HDFS distributed cluster structures [Advanced]
NameNode HDFS cluster to ensure high availability, in order to allow NameNode safer choice here with ZooKeeper clusters to ensure
Environmental and ready
Ibid articles Edition
Build a zookeeper cluster
- Download and unzip the zookeeper
- Create a data folder in the root directory zookeeper
- Modify the configuration into the conf folder
3.1 Modify zoo_sample.cfg named zoo.cfg
3.2 editing zoo.cfg
dataDir=/opt/install/zookeeper-3.4.5/data
server.0=hadoop1.msk.com:2888:3888
server.1=hadoop2.msk.com:2888:3888
server.2=hadoop3.msk.com:2888:3888
- Myid create files in the zookeeper / data
第一台节点myid里面填0 第二台 1 以此类推(三台机器分别为 0,1,2)
- With each primary node density log ssh Free three machines (including the master node itself)
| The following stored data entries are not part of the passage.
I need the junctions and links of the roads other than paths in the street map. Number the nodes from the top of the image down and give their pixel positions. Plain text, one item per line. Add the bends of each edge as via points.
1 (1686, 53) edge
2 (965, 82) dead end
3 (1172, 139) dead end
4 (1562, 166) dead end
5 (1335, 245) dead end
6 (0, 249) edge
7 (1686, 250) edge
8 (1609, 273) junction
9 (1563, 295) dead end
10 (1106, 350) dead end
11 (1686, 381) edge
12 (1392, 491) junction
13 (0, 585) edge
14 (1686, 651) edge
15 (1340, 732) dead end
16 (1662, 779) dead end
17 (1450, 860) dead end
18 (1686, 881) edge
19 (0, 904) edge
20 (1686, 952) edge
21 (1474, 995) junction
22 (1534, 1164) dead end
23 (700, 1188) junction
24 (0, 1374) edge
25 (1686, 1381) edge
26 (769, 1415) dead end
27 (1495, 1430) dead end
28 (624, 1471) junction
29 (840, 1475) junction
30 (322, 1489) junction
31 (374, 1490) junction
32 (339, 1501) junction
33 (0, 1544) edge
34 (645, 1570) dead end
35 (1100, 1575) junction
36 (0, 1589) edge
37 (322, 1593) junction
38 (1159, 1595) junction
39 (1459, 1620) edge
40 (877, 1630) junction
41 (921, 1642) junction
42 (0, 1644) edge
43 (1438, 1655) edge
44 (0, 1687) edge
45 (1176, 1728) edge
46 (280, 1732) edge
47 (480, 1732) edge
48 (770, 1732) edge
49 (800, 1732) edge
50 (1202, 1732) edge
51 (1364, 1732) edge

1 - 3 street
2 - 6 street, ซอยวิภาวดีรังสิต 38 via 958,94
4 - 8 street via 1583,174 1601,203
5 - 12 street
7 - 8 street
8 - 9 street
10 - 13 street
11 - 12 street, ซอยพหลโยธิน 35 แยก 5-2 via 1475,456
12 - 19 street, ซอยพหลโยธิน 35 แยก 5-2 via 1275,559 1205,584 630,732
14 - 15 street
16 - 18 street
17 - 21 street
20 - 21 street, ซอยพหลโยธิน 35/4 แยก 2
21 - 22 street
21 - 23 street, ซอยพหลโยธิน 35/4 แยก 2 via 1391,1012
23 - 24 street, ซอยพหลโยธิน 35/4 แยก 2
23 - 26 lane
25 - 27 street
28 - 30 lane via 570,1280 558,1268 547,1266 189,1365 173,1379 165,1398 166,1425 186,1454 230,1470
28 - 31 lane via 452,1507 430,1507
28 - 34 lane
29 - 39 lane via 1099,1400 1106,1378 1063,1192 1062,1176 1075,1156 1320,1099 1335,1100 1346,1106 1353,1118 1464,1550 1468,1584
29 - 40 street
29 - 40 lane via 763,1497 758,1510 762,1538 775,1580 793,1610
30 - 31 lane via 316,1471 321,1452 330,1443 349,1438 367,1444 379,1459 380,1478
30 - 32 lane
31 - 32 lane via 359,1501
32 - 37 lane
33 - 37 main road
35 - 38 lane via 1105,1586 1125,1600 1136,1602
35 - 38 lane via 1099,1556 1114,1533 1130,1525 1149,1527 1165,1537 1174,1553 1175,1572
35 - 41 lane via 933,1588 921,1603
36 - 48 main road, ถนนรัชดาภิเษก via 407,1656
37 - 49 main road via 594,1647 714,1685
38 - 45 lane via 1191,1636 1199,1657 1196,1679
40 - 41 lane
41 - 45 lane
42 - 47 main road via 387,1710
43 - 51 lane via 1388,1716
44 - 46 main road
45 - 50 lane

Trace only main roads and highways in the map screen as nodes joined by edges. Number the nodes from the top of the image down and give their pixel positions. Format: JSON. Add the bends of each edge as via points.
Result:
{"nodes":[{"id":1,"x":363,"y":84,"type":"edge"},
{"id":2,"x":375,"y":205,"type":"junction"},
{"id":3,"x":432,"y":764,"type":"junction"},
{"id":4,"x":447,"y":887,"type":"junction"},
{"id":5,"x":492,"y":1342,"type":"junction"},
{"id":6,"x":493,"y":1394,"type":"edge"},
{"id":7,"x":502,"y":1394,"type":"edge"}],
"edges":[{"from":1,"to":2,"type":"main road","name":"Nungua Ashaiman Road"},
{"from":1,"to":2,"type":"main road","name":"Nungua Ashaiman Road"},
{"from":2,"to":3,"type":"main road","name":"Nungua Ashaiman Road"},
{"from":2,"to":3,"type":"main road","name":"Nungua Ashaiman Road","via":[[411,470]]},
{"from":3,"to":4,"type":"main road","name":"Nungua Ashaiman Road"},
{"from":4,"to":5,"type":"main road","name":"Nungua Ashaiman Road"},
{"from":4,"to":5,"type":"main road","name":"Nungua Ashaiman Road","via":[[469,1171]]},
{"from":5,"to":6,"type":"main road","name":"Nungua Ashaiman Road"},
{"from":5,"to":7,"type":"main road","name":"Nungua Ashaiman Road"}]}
ZooKeeper start and stop commands
bin/zkServer.sh start | stop | restart | status
zookeeper client commands
- Note: The master node runs the zookeeper
bin/zkCli.sh
HA-HDFS distributed Cluster Setup
- If you are using the previous ordinary cluster it is recommended to empty the data / tmp, if the new environment can refer to the previous article to build a foundation based version of the cluster environment
- Modify the configuration file
core-site.xml
<!-- 这里的ns随意 只是入口 -->
<property>
<name>fs.defaultFS</name>
<value>hdfs://ns</value>
</property>
<property>
<name>hadoop.tmp.dir</name>
<value>/opt/install/hadoop-2.5.2/data/tmp</value>
</property>
<property>
<name>ha.zookeeper.quorum</name>
<value>hadoop1.msk.com:2181,hadoop2.msk.com:2181,hadoop3.msk.com:2181</value>
</property>
**hdfs-site.xml **
<property>
<name>dfs.permissions.enabled</name>
<value>false</value>
</property>
<!--指定hdfs的nameservice为ns,需要和core-site.xml中的保持一致 -->
<property>
<name>dfs.nameservices</name>
<value>ns</value>
</property>
<!-- ns下面有两个NameNode,分别是nn1,nn2 -->
<property>
<name>dfs.ha.namenodes.ns</name>
<value>nn1,nn2</value>
</property>
<!-- nn1的RPC通信地址 -->
<property>
<name>dfs.namenode.rpc-address.ns.nn1</name>
<value>hadoop1.msk.com:8020</value>
</property>
<!-- nn1的http通信地址 -->
<property>
<name>dfs.namenode.http-address.ns.nn1</name>
<value>hadoop1.msk.com:50070</value>
</property>
<!-- nn2的RPC通信地址 -->
<property>
<name>dfs.namenode.rpc-address.ns.nn2</name>
<value>hadoop2.msk.com:8020</value>
</property>
<!-- nn2的http通信地址 -->
<property>
<name>dfs.namenode.http-address.ns.nn2</name>
<value>hadoop2.msk.com:50070</value>
</property>
<!-- 指定NameNode的元数据在JournalNode上的存放位置 -->
<property>
<name>dfs.namenode.shared.edits.dir</name>
<value>qjournal://hadoop1.msk.com:8485;hadoop2.msk.com:8485;hadoop3.msk.com:8485/ns</value>
</property>
<!-- 指定JournalNode在本地磁盘存放数据的位置 -->
<property>
<name>dfs.journalnode.edits.dir</name>
<value>/opt/install/hadoop-2.5.2/journal</value>
</property>
<!-- 开启NameNode故障时自动切换 -->
<property>
<name>dfs.ha.automatic-failover.enabled</name>
<value>true</value>
</property>
<!-- 配置失败自动切换实现方式 -->
<property>
<name>dfs.client.failover.proxy.provider.ns</name>
<value>org.apache.hadoop.hdfs.server.namenode.ha.ConfiguredFailoverProxyProvider</value>
</property>
<!-- 配置隔离机制,如果ssh是默认22端口,value直接写sshfence即可 -->
<property>
<name>dfs.ha.fencing.methods</name>
<value>sshfence</value>
</property>
<!-- 使用隔离机制时需要ssh免登陆 -->
<property>
<name>dfs.ha.fencing.ssh.private-key-files</name>
<value>/root/.ssh/id_rsa</value>
</property>
export JAVA_HOME=/usr/java/jdk1.7.0_71
- First start zookeeper cluster (three to be executed to start zookeeper Services Directive)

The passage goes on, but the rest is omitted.